A buddy of mine in Illinois forwarded it on to me. Apparently they over ordered?

They look legit to me:

http://www.bbbnela.org/companyreports.php?m=report&BBBid=0975000001000778


----------



## fishhook (Aug 29, 2002)

Good enough for me. They said they were sending the shells out tommorrow, so we'll find out soon enough.


----------



## rickygdogg (Nov 6, 2002)

Just orderd 2 cases also. it did cost 19.50 a case to ship it to me though. still cheaper than ever. sure hope it works out. seems kinda strange to me that it is so cheap. they told me that they are the largest federal dealer so that is why they can give such good deals. Anybody else ask them a million times how this can be??


----------



## rickygdogg (Nov 6, 2002)

just thought of something. Would these cases work for federals rebate of $30 a case even though limit of 1 per household. If so i should have just orderd one case at a time for the receipts.


----------



## Qwack (May 25, 2002)

I just called and asked about the rebate. They said the price includes an in-store $30 rebate and that I could not apply the individual $30 rebate. Still a great deal though. Shipping to Fargo was $12.50 per case with no discount on multi-case orders. Sale runs through the 16th and she said they would be getting resupplied.


----------



## rickygdogg (Nov 6, 2002)

Say as anybody received their shells yet from simmons. I ordered mine that Friday and havent seen anything yet. Shipping costed me 19.50 a case, so i am assuming they are using ups or someone like that.


----------



## nodakoutdoors.com (Feb 27, 2002)

Not yet, and honestly I didn't ask who they use. I just assumed it'd get here by September. 
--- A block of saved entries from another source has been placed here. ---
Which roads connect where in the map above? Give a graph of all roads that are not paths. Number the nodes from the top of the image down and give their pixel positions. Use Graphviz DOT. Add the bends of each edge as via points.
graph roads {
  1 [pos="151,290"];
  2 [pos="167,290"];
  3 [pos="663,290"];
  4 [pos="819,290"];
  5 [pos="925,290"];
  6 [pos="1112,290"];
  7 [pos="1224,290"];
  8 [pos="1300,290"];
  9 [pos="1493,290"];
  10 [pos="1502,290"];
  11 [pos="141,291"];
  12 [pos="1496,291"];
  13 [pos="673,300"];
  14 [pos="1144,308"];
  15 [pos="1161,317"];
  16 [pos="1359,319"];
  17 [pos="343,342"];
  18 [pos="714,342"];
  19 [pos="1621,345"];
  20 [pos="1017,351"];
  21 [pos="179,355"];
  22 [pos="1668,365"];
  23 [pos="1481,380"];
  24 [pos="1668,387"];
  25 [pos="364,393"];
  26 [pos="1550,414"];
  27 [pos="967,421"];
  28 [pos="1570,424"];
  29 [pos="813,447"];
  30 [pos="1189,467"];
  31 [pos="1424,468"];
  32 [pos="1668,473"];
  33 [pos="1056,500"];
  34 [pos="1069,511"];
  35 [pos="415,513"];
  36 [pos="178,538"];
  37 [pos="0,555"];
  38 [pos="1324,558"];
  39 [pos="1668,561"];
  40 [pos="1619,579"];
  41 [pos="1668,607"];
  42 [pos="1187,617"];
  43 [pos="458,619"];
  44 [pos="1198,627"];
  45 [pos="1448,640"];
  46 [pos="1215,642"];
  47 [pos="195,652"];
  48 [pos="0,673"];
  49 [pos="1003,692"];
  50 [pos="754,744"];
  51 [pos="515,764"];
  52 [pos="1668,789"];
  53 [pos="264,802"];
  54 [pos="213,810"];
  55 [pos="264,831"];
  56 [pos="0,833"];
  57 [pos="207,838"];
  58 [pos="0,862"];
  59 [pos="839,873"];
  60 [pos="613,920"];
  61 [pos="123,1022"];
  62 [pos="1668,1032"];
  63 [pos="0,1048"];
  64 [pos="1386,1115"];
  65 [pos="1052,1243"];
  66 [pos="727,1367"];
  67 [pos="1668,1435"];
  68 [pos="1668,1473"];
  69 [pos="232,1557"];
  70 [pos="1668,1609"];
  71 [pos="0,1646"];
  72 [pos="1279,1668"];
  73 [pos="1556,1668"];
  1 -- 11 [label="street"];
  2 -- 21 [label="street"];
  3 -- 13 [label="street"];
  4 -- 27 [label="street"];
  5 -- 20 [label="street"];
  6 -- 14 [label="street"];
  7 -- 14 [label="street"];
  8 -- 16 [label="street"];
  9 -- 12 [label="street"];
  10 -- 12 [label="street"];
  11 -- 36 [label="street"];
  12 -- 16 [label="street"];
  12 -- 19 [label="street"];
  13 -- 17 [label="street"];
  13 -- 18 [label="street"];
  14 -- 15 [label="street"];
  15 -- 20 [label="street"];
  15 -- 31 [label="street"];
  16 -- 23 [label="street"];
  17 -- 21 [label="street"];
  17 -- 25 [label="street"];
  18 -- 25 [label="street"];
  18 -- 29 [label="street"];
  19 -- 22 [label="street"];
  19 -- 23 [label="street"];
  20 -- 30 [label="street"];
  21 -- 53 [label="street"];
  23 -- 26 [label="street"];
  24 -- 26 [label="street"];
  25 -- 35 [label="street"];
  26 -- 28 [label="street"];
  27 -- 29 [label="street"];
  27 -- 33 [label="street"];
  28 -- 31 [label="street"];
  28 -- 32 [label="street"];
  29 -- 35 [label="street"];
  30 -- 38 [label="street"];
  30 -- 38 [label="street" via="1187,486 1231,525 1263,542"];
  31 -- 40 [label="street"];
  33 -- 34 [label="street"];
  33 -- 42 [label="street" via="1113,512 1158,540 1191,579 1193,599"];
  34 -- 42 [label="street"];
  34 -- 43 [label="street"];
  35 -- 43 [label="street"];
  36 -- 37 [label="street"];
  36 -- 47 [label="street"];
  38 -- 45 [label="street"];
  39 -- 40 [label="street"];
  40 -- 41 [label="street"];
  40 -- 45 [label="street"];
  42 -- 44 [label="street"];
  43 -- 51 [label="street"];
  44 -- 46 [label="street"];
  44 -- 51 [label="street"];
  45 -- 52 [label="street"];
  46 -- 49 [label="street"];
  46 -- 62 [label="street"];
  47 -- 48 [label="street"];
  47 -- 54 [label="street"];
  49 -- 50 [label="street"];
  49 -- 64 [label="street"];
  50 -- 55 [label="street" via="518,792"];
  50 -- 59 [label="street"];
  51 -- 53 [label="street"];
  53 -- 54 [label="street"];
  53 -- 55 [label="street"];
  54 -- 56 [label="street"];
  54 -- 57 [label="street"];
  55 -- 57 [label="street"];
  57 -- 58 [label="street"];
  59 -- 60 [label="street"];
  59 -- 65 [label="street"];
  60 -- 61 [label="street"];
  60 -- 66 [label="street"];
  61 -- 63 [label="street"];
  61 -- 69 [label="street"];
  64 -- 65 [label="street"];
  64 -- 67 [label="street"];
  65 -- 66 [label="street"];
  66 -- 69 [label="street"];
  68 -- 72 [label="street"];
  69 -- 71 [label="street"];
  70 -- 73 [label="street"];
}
If I don't get it by Monday, I'll give 'em a call.


----------



## Field Hunter (Mar 4, 2002)

I called an ordered 2 cases today......you guys have me a little worried.
The said they ship with UPS ground so could be a week or so.


----------



## marsue (Aug 8, 2003)

I called today, they only have Federal 3" steel #2 in stock. Maybe more coming in on Friday.


----------



## JustinG (Jul 31, 2003)

I recieved my case of shells from simmons a couple days ago. under sixty bucks even after shipping to WI. Great deal!!!


----------



## rickygdogg (Nov 6, 2002)

I received mine last friday, so it took a week to get them. Im not sure who delivered them cause i used the work address and I was gone that day. I talked to federal about the rebates. They said that they would qualify for the $30 rebate. I ordered 2 cases so there was only one receipt, federal said that is alright just use a friends or relatives name and address and mail them together so you will get $60 back on a case. She also said that they dont care what you paid for the case of shells, i told her about how the receipt says instore disount, she still said it doesnt matter. just send in for the rebate. so the shells are reallly cheap now.


----------



## JustinG (Jul 31, 2003)

My shells were delivered UPS. Took about a week or so. Also, thanks for the info on the rebates. i didn't think these cases would qualify. Now they end up being about $35 after rebates. WOW! I'm sending in my stuff to federal tomorrow. :lol:


----------



## H2OfowlND (Feb 10, 2003)

I was at GAMEFAIR this past weekend and one of the vendors there had FEDERAL shells...$55 a case for 3" 2's and BB.

H2OfowlND


----------



## ILDUCKER (Aug 8, 2003)

I ordered 2 cases of 3" #2 and one case of the 3 1/2" BB that were advertised in their flyer as 1450fps. When i got them the 3" shells are but the 3 1/2" BB are only 1300fps. I called them and they acted like they didn't care. They want me to pay shipping back to them and they will refund my money. I don't want a refund, just the shells i ordered. I guess there are lots of people having this problem and it seems like a case of false advertising. I ordered mine about 10-12 days after the sale started so if there was a mistake in the flyer they would have known it by then. It is still a good deal but the 1450fps shells are a lot better shell and they are the HHV's not the ones were receiving...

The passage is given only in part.